Pelos direitos do povo uigur, advogado britânico prepara ação contra a China em tribunal argentino


O tratamento dado pela China a minoria Uigur em seu território pode chegar aos tribunais na Argentina bem próxima a data do início dos Jogos Olímpicos de Inverno Pequim 2022, que começam no dia 4 de fevereiro.

Michael Polak, advogado britânico que representa o Congresso Mundial Uigur e o Projeto de Direitos Humanos Uigur, está preparando uma “ação criminal de jurisdição universal” para apresentar aos tribunais criminais da Argentina em fevereiro.

“Acreditamos que o que estamos fazendo na Argentina é o próximo passo natural para avançar em direção à justiça”, disse Polak à Associated Press.

Na semana passada, um órgão não-oficial na Grã-Bretanha iniciou uma avaliação referente as acusações de violação da China contra o povo uigur.

Além disso, o Escritório do Alto Comissariado das Nações Unidas para os Direitos Humanos divulgará em breve um relatório sobre as condições do povo uigur na região de Xinjiang.

“Existem disposições de jurisdição universal em diferentes jurisdições ao redor do mundo”, disse Polak. “Mas o argentino é o mais realista porque os tribunais podem realmente usá-lo. E eles estão muito interessados em usá-lo por causa de sua própria história. Realisticamente, o objetivo seria levar essas pessoas aos tribunais argentinos e por eles responder às alegações”.

O governo estadunidense, o parlamento britânico, belga, neerlandês e canadense declararam que as políticas do governo chinês contra os uigures equivalem ao genocídio e crimes contra a humanidade.

Polak acredita que o governo chinês usará toda sua influência política e pressão financeira na Argentina para interromper o processo judicial.

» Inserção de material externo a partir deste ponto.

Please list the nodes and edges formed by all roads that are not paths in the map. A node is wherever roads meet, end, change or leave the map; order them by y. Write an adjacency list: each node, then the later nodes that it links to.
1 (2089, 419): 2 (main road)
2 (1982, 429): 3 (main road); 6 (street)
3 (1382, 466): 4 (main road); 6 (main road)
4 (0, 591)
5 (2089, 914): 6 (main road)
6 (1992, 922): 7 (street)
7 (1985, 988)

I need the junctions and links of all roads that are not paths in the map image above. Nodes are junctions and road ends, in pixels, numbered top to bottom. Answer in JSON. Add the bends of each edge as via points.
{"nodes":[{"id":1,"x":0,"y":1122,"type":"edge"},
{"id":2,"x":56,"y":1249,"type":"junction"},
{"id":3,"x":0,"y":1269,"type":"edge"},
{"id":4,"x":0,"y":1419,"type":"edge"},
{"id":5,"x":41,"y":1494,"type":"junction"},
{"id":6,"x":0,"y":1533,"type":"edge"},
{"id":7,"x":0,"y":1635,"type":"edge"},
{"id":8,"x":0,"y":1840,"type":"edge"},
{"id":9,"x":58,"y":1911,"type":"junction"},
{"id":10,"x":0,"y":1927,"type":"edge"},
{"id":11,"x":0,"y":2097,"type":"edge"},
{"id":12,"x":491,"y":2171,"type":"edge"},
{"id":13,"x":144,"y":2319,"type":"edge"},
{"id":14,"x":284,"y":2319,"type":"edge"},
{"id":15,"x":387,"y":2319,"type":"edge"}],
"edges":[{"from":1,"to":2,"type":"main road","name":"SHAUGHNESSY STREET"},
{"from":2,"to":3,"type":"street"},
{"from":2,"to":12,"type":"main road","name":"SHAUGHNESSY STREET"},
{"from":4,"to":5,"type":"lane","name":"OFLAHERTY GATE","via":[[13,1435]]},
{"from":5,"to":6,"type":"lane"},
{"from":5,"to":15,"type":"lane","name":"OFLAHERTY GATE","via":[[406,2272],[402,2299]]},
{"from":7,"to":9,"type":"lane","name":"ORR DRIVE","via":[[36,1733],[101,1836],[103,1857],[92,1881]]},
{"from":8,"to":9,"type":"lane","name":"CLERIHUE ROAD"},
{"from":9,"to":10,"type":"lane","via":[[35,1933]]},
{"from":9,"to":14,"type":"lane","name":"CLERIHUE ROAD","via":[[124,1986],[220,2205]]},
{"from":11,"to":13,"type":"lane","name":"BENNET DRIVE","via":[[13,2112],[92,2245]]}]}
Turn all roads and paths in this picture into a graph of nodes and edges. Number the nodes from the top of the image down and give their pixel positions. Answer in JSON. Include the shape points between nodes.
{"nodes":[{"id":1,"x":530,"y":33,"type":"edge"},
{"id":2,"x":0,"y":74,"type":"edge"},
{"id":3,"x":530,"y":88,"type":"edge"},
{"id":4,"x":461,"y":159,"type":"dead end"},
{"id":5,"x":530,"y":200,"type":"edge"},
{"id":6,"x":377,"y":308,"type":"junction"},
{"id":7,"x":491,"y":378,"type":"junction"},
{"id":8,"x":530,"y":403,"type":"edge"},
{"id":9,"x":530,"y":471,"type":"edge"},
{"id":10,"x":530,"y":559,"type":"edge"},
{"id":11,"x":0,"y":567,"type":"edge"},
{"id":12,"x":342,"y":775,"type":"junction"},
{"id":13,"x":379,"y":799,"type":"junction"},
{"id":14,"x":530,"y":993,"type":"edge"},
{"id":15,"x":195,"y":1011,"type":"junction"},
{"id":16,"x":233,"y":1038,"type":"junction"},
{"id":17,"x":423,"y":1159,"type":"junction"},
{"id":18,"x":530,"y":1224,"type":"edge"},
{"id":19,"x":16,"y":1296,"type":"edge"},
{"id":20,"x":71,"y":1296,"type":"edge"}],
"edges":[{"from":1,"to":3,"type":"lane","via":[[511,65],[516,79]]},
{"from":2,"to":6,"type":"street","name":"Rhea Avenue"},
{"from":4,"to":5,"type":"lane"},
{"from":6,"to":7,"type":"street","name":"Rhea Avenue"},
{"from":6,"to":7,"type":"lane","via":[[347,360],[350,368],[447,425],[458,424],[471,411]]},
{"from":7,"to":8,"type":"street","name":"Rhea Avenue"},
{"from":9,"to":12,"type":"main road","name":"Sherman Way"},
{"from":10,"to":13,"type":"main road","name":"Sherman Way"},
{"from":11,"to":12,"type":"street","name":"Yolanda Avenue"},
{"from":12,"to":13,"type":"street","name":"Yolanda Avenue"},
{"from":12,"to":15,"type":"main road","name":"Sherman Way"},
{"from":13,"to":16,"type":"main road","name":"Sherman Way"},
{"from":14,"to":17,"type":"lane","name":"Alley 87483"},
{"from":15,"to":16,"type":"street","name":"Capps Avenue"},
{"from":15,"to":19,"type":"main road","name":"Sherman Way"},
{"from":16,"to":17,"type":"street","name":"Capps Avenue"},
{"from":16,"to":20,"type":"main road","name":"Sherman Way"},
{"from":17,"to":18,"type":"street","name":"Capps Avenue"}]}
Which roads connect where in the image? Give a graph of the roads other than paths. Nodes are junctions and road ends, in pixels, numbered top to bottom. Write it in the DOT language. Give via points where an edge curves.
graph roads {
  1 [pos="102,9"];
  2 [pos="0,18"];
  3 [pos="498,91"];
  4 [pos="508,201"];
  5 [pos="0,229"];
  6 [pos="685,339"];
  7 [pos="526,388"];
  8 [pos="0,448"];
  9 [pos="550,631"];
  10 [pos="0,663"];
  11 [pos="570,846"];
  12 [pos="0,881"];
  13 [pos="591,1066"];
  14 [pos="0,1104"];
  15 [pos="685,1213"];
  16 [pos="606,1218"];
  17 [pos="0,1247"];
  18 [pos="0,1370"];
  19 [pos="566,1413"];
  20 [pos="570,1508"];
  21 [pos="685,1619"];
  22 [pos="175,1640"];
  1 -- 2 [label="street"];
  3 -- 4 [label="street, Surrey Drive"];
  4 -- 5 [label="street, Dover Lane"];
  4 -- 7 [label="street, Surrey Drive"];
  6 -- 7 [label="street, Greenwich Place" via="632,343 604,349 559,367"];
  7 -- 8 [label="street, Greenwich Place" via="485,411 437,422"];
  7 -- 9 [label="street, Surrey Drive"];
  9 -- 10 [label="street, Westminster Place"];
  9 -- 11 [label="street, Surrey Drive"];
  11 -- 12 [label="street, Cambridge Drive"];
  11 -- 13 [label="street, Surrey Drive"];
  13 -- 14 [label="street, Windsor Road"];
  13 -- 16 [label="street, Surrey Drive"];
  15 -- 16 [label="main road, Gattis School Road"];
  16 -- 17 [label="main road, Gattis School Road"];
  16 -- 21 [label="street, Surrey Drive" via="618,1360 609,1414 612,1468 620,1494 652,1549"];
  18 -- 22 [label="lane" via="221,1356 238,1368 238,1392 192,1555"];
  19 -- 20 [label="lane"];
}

“Achamos que, por causa das fortes evidências em nosso caso, o tribunal de Buenos Aires deveria aceita-las e investigar”, disse Polak.

“Em todos os lugares em que analisamos o caso uigur ao redor do mundo, a China tenta intervir e impedir que isso aconteça”, acrescentou Polak.

“Esperamos que os políticos argentinos e a sociedade civil vejam os paralelos e algumas de suas lutas e apoiem o que estamos fazendo”.